The ever growing flood of data arises from many different sources: huge databases store increasing amounts of data on customers, sales, expenses, traveling, credit card usage, tax payments and the like; the Web gives us access to basically unlimited information in the form of text, images, videos and sound. Everything we do leaves an information trail which can potentially be stored and used. Most of the times, the uses are beneficial (providing us with a list of our expenses, information on our next trip or the delivery of some book we bought on the Web ...), but sometimes this information can also be exploited by rogues to put us at risk (identity theft, credit card fraud, intrusion on a sensitive computer network, terrorism ...). Information security breach is thus becoming an every-day threat for the citizens of modern societies and – when linked to terrorism – it is becoming more and more dangerous. However, discriminating good uses from bad ones is not easy if we want to maintain our standards of democracy and individual freedom. We therefore need to develop different – both efficient and non-invasive – security applications that can be deployed across a wide range of activities in order to deter and to detect the bad uses.
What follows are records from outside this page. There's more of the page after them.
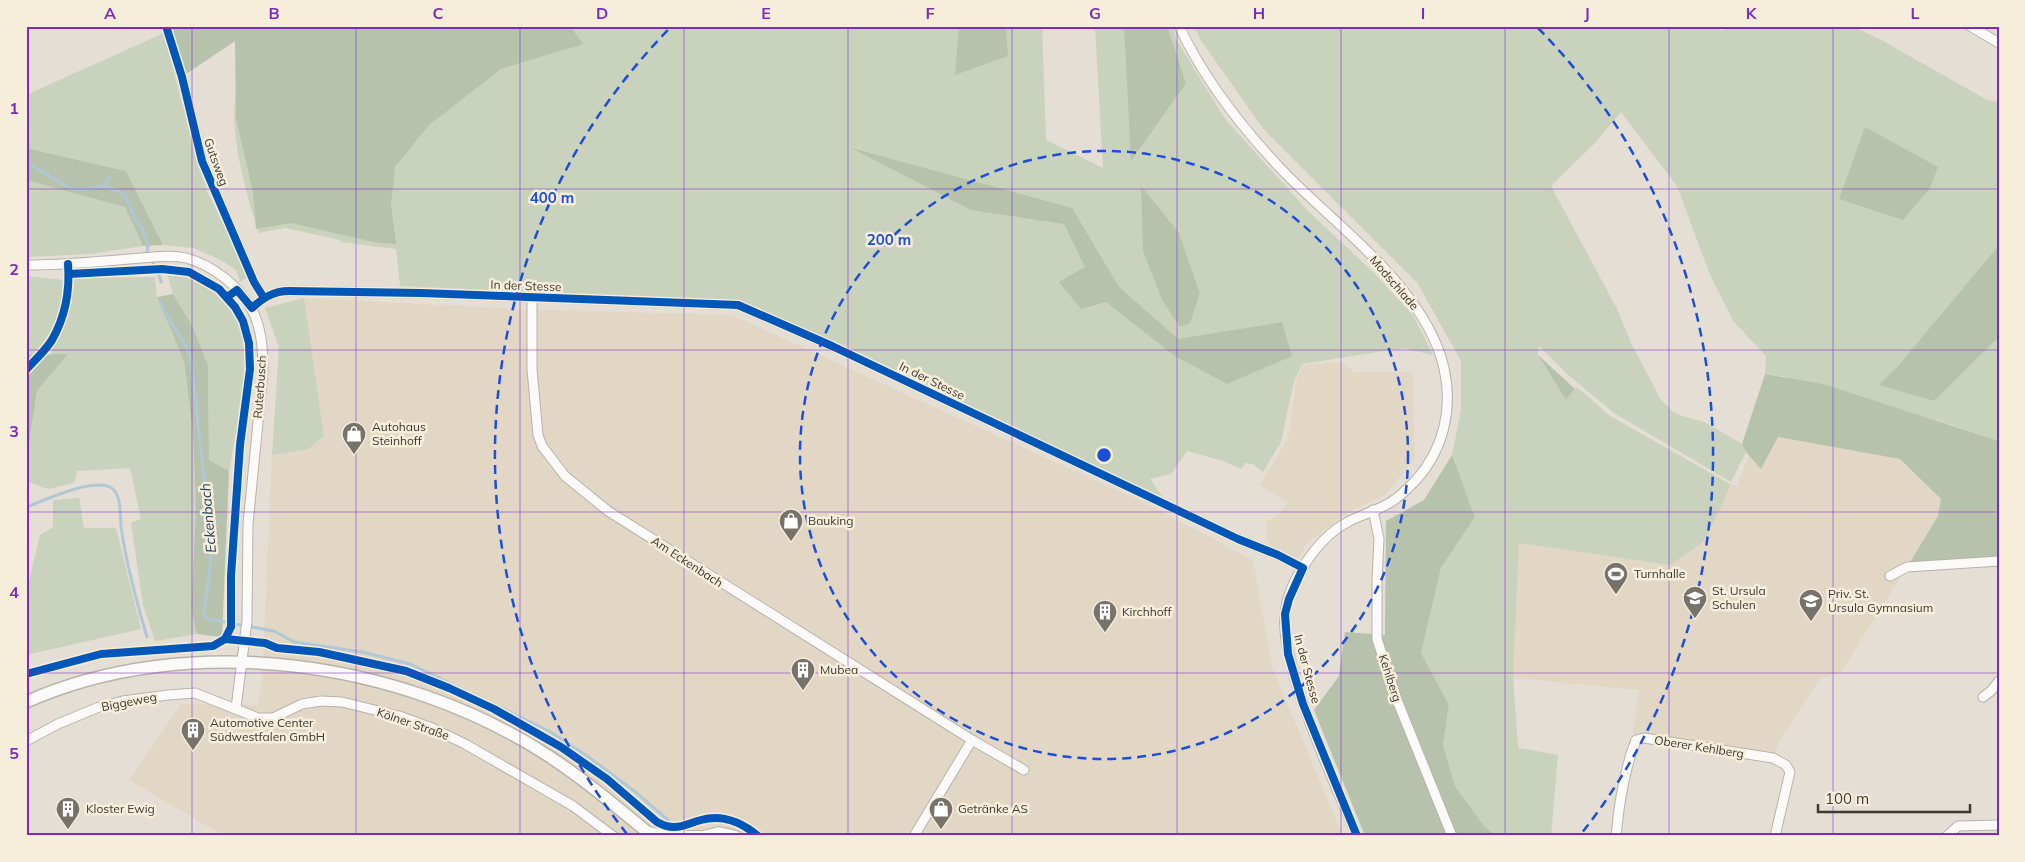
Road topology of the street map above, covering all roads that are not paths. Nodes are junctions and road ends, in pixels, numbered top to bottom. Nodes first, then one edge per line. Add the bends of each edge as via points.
1 (166, 26) edge
2 (1180, 26) edge
3 (1970, 26) edge
4 (1999, 43) edge
5 (26, 265) edge
6 (264, 298) junction
7 (532, 298) junction
8 (252, 308) junction
9 (1373, 510) junction
10 (1999, 561) edge
11 (1303, 568) junction
12 (1890, 576) dead end
13 (242, 663) junction
14 (1999, 681) edge
15 (1983, 697) dead end
16 (26, 702) edge
17 (236, 708) junction
18 (972, 740) junction
19 (26, 741) edge
20 (1024, 770) dead end
21 (1999, 825) edge
22 (649, 834) edge
23 (613, 836) edge
24 (699, 836) edge
25 (703, 836) edge
26 (736, 836) edge
27 (914, 836) edge
28 (1357, 836) edge
29 (1452, 836) edge
30 (1616, 836) edge
31 (1775, 836) edge
32 (1947, 836) edge

1 - 6 street, Gutsweg via 202,161 254,282
2 - 9 street, Modschlade via 1206,76 1229,109 1282,170 1404,290 1423,317 1440,353 1448,386 1445,428 1440,441 1426,469 1414,482 1390,503
3 - 4 street
5 - 8 street, Ruterbusch via 186,258 221,276
6 - 7 street, In der Stesse via 280,291 325,291
6 - 8 street, In der Stesse
7 - 11 street, In der Stesse via 746,307
7 - 18 street, Am Eckenbach via 532,369 538,434 547,455 565,476 602,507 651,540
8 - 13 street, Ruterbusch via 263,351 263,372 248,524 247,621
9 - 11 street, Modschlade via 1328,536
9 - 29 street, Kehlberg via 1380,539 1377,638 1397,700
10 - 12 street via 1907,567
11 - 28 street, In der Stesse via 1285,614 1288,654 1303,704
13 - 16 main road via 198,662 150,668 72,684
13 - 17 street
13 - 22 main road via 315,669 373,681 454,707 547,755
14 - 15 street
17 - 19 street, Biggeweg via 186,692 123,701 99,707
17 - 23 street, Kölner Straße via 258,718 274,718 302,704 342,702 400,716 465,744 573,806
18 - 20 street, Am Eckenbach
18 - 27 street
21 - 32 street via 1958,826
22 - 24 street
25 - 26 street via 719,832
30 - 31 street, Oberer Kehlberg via 1628,759 1636,740 1644,738 1773,758 1786,765 1790,772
The main research challenges of such security applications are: to gather and share large amounts of data or even just sample them when the volume is too big (data streams), to fuse data from different origins (such as numerical, text), to extract the relevant information in the correct context, to develop effective user interfaces from which people can obtain quick interpretations and security-alerts, and to preserve people's privacy.
All security issues share common traits: one has to handle enormous amounts of data (massive data sets), heterogeneous in nature, and one has to use a variety of techniques to store and analyze this data to achieve security. This requires an interdisciplinary approach, combining techniques from computer science, machine learning and statistics, computational linguistics, Web search, social networks and aggregation techniques to present results easily interpretable by the user. Academic research in all of the above areas has made great progress in recent years, while commercial applications now exist all around us (Amazon, eBay, Google, Yahoo!, ...). The real power for security applications will come from the synergy of academic and commercial research focusing on the specific issue of security.
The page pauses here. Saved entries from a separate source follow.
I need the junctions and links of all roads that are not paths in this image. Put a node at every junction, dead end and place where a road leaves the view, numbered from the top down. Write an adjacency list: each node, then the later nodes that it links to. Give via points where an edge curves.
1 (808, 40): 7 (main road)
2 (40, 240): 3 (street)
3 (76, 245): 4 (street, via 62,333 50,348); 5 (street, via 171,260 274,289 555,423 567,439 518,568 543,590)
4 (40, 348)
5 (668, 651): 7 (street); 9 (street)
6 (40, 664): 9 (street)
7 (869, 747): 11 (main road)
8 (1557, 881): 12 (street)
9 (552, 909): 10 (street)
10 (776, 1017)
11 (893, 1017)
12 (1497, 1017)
Special constraints apply to this domain, which are not always taken into consideration by academic research, but are critical for successful security applications:
Large volumes: techniques must be able to handle huge amounts of data, and perform ‘on-line’ computation;
Scalability: algorithms must have processing times that scale well with ever growing volumes;
Automation: the analysis process must be automated so that information extraction can ‘run on its own’;
Ease of use: every-day citizens should be able to extract and assess the necessary information;
Robustness: systems must be able to cope with data of poor quality (missing or erroneous data).
The NATO Advanced Study Institute (ASI) on Mining Massive Data Sets for Security, held in Villa Cagnola, Gazzada, Varese (Italy) from 10 to 21 September 2007, brought together around 90 participants to discuss these issues. The scientific program consisted of invited lectures, oral presentations and posters from participants. The present volume includes the most important contributions, but can of course not entirely reflect the lively interactions which allowed the participants to exchange their views and share their experience.
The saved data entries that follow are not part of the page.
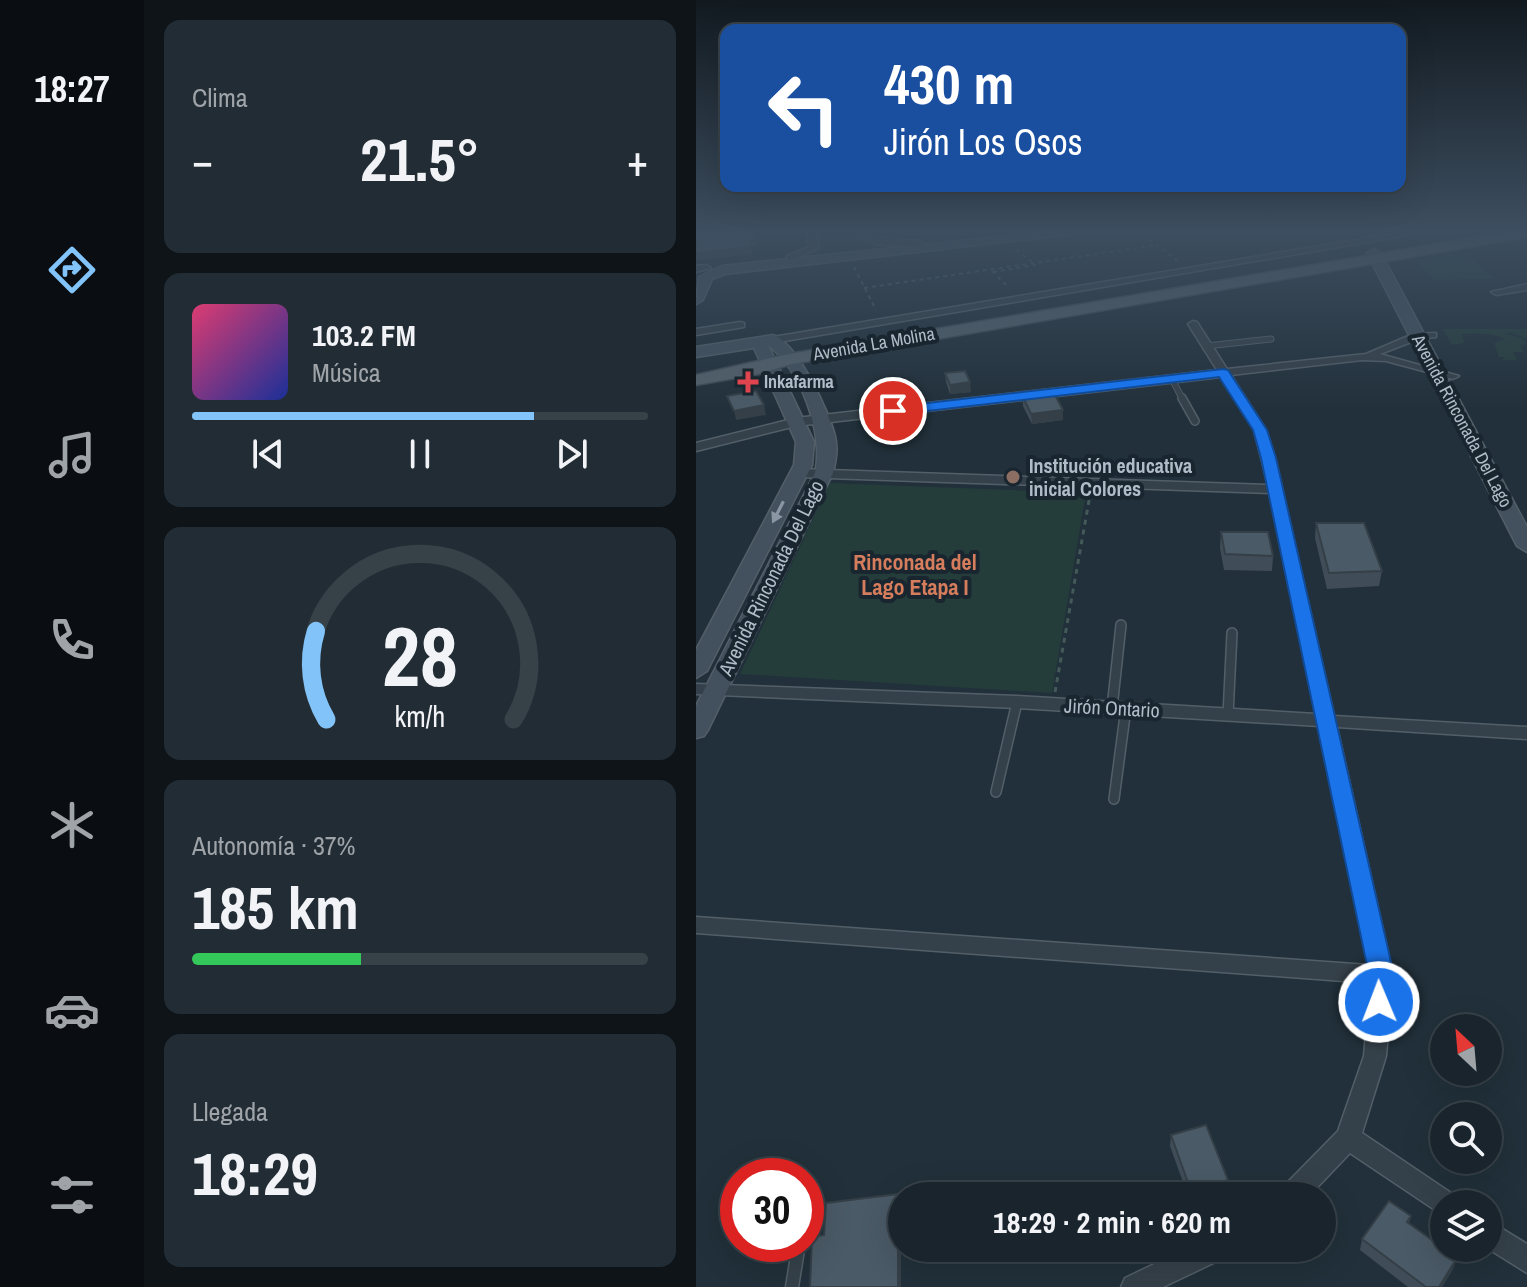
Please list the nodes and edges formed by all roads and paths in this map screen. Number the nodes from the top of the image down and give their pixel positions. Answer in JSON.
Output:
{"nodes":[{"id":1,"x":865,"y":290,"type":"edge"},
{"id":2,"x":1073,"y":290,"type":"edge"},
{"id":3,"x":1154,"y":290,"type":"edge"},
{"id":4,"x":1185,"y":290,"type":"edge"},
{"id":5,"x":1401,"y":290,"type":"edge"},
{"id":6,"x":1508,"y":290,"type":"edge"},
{"id":7,"x":1174,"y":292,"type":"junction"},
{"id":8,"x":1496,"y":292,"type":"dead end"},
{"id":9,"x":1097,"y":299,"type":"junction"},
{"id":10,"x":873,"y":305,"type":"dead end"},
{"id":11,"x":1193,"y":324,"type":"dead end"},
{"id":12,"x":740,"y":325,"type":"dead end"},
{"id":13,"x":696,"y":332,"type":"edge"},
{"id":14,"x":1425,"y":336,"type":"junction"},
{"id":15,"x":1271,"y":339,"type":"dead end"},
{"id":16,"x":1206,"y":346,"type":"junction"},
{"id":17,"x":696,"y":352,"type":"edge"},
{"id":18,"x":773,"y":352,"type":"junction"},
{"id":19,"x":1362,"y":357,"type":"junction"},
{"id":20,"x":696,"y":367,"type":"edge"},
{"id":21,"x":1223,"y":373,"type":"junction"},
{"id":22,"x":1445,"y":375,"type":"junction"},
{"id":23,"x":1172,"y":379,"type":"junction"},
{"id":24,"x":696,"y":380,"type":"edge"},
{"id":25,"x":819,"y":419,"type":"junction"},
{"id":26,"x":1195,"y":421,"type":"dead end"},
{"id":27,"x":796,"y":422,"type":"junction"},
{"id":28,"x":696,"y":447,"type":"edge"},
{"id":29,"x":799,"y":473,"type":"junction"},
{"id":30,"x":824,"y":473,"type":"junction"},
{"id":31,"x":1093,"y":483,"type":"junction"},
{"id":32,"x":1274,"y":489,"type":"junction"},
{"id":33,"x":1527,"y":514,"type":"edge"},
{"id":34,"x":1527,"y":546,"type":"edge"},
{"id":35,"x":1121,"y":625,"type":"dead end"},
{"id":36,"x":1232,"y":633,"type":"dead end"},
{"id":37,"x":696,"y":671,"type":"edge"},
{"id":38,"x":706,"y":690,"type":"edge"},
{"id":39,"x":1017,"y":702,"type":"junction"},
{"id":40,"x":1053,"y":704,"type":"junction"},
{"id":41,"x":1119,"y":708,"type":"junction"},
{"id":42,"x":1228,"y":715,"type":"junction"},
{"id":43,"x":1327,"y":720,"type":"junction"},
{"id":44,"x":696,"y":730,"type":"edge"},
{"id":45,"x":1527,"y":733,"type":"edge"},
{"id":46,"x":996,"y":792,"type":"dead end"},
{"id":47,"x":1114,"y":799,"type":"dead end"},
{"id":48,"x":696,"y":925,"type":"edge"},
{"id":49,"x":1382,"y":975,"type":"junction"},
{"id":50,"x":1348,"y":1138,"type":"junction"},
{"id":51,"x":1306,"y":1182,"type":"edge"},
{"id":52,"x":1430,"y":1194,"type":"edge"},
{"id":53,"x":1502,"y":1243,"type":"edge"},
{"id":54,"x":1527,"y":1260,"type":"edge"},
{"id":55,"x":796,"y":1262,"type":"edge"},
{"id":56,"x":1187,"y":1262,"type":"edge"},
{"id":57,"x":792,"y":1287,"type":"edge"},
{"id":58,"x":1134,"y":1287,"type":"edge"}],
"edges":[{"from":1,"to":10,"type":"path"},
{"from":2,"to":18,"type":"street"},
{"from":3,"to":9,"type":"main road","name":"Avenida La Molina"},
{"from":4,"to":7,"type":"main road","name":"Avenida La Molina"},
{"from":5,"to":14,"type":"street","name":"Avenida Rinconada Del Lago"},
{"from":6,"to":8,"type":"street"},
{"from":7,"to":9,"type":"main road"},
{"from":7,"to":18,"type":"main road","name":"Avenida La Molina"},
{"from":9,"to":18,"type":"main road","name":"Avenida La Molina"},
{"from":11,"to":16,"type":"street"},
{"from":12,"to":13,"type":"street"},
{"from":14,"to":19,"type":"street"},
{"from":14,"to":22,"type":"street","name":"Avenida Rinconada Del Lago"},
{"from":15,"to":16,"type":"lane"},
{"from":16,"to":21,"type":"street"},
{"from":17,"to":18,"type":"street"},
{"from":18,"to":20,"type":"main road","name":"Avenida La Molina"},
{"from":18,"to":24,"type":"main road","name":"Avenida La Molina"},
{"from":18,"to":25,"type":"street","name":"Avenida Rinconada Del Lago"},
{"from":18,"to":27,"type":"street","name":"Avenida Rinconada Del Lago"},
{"from":19,"to":21,"type":"street"},
{"from":19,"to":22,"type":"street"},
{"from":21,"to":23,"type":"street"},
{"from":21,"to":32,"type":"street"},
{"from":22,"to":33,"type":"street","name":"Avenida Rinconada Del Lago"},
{"from":22,"to":34,"type":"street","name":"Avenida Rinconada Del Lago"},
{"from":23,"to":25,"type":"street"},
{"from":23,"to":26,"type":"lane"},
{"from":25,"to":27,"type":"street"},
{"from":25,"to":30,"type":"street","name":"Avenida Rinconada Del Lago"},
{"from":27,"to":28,"type":"street"},
{"from":27,"to":29,"type":"street","name":"Avenida Rinconada Del Lago"},
{"from":29,"to":30,"type":"street"},
{"from":29,"to":37,"type":"street","name":"Avenida Rinconada Del Lago","one_way":true},
{"from":30,"to":31,"type":"street"},
{"from":30,"to":38,"type":"street","name":"Avenida Rinconada Del Lago"},
{"from":31,"to":32,"type":"street"},
{"from":31,"to":40,"type":"path"},
{"from":32,"to":43,"type":"street"},
{"from":35,"to":41,"type":"lane"},
{"from":36,"to":42,"type":"lane"},
{"from":38,"to":39,"type":"street","name":"Jirón Ontario"},
{"from":38,"to":44,"type":"street","name":"Avenida Rinconada Del Lago"},
{"from":39,"to":40,"type":"street","name":"Jirón Ontario"},
{"from":39,"to":46,"type":"lane"},
{"from":40,"to":41,"type":"street","name":"Jirón Ontario"},
{"from":41,"to":42,"type":"street","name":"Jirón Ontario"},
{"from":41,"to":47,"type":"lane"},
{"from":42,"to":43,"type":"street","name":"Jirón Ontario"},
{"from":43,"to":45,"type":"street","name":"Jirón Ontario"},
{"from":43,"to":49,"type":"street"},
{"from":48,"to":49,"type":"street"},
{"from":49,"to":50,"type":"street"},
{"from":50,"to":51,"type":"street"},
{"from":50,"to":52,"type":"street"},
{"from":53,"to":54,"type":"street"},
{"from":55,"to":57,"type":"lane"},
{"from":56,"to":58,"type":"street"}]}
The book is organized along the five themes of the workshop, providing both introductory reviews and state-of-the-art contributions, thus allowing the reader a comprehensive view of each of the themes. The bridge between academic methods and industrial constraints is systematically discussed throughout. This volume will thus serve as a reference book for anyone interested in understanding the techniques for handling very large data sets and how to apply them in conjunction for solving security issues.
Section 1 on Data Mining brings together contributions around algorithms for learning large data sets. Section 2 on Search highlights the problems of scale and threats of the web. Section 3 on Social Networks presents the theoretical tools and various issues around very large network structures. Section 4 on Text Mining focuses on techniques to extract structured information from multilingual and very large text collections. Finally, Section 5 presents various applications of the mentioned techniques to security: fraud, money laundering, intelligence, terrorism, geolocalization, intrusion.
The ASI event and the publication of this book have been co-funded by the NATO Program ‘Science for Peace and Security’, by the European Commission's (EC) Enlargement Program and the EC-funded PASCAL Network of Excellence. All lectures have been filmed and are now freely accessible via the website http://videolectures.net/.
The NATO ASI was made possible through the efforts of the four co-Directors Clive Best (JRC, Ispra, Italy), Françoise Fogelman-Soulié (Kxen, France), Patrick Gallinari (University of Paris 6 – LIP6, France) and Naftali Tishby (Hebrew University, Israel), as well as of the other members of the program committee: Léon Bottou (NEC Labs America, USA), Lee Giles (Pennsylvania State University, USA), Domenico Perrotta (JRC, Ispra, Italy), Jakub Piskorski (JRC, Ispra, Italy) and Ralf Steinberger (JRC, Ispra, Italy). We would like to thank the additional reviewers, whose valuable feedback helped to improve the quality of this book: Spyros Arsenis, Thierry Artières, Carlo Ferigato, Nicholas Heard, Hristo Tanev, Cristina Versino, Dennis Wilkinson and Roman Yangarber. Our special thanks go to Sabine Gross (Public Relations, JRC Ispra) for her dedication and the endless hours she spent on organizing the ASI. Without her, the event would not have taken place.
June 2008
Clive Best and Françoise Fogelman-Soulié
Domenico Perrotta, Jakub Piskorski and Ralf Steinberger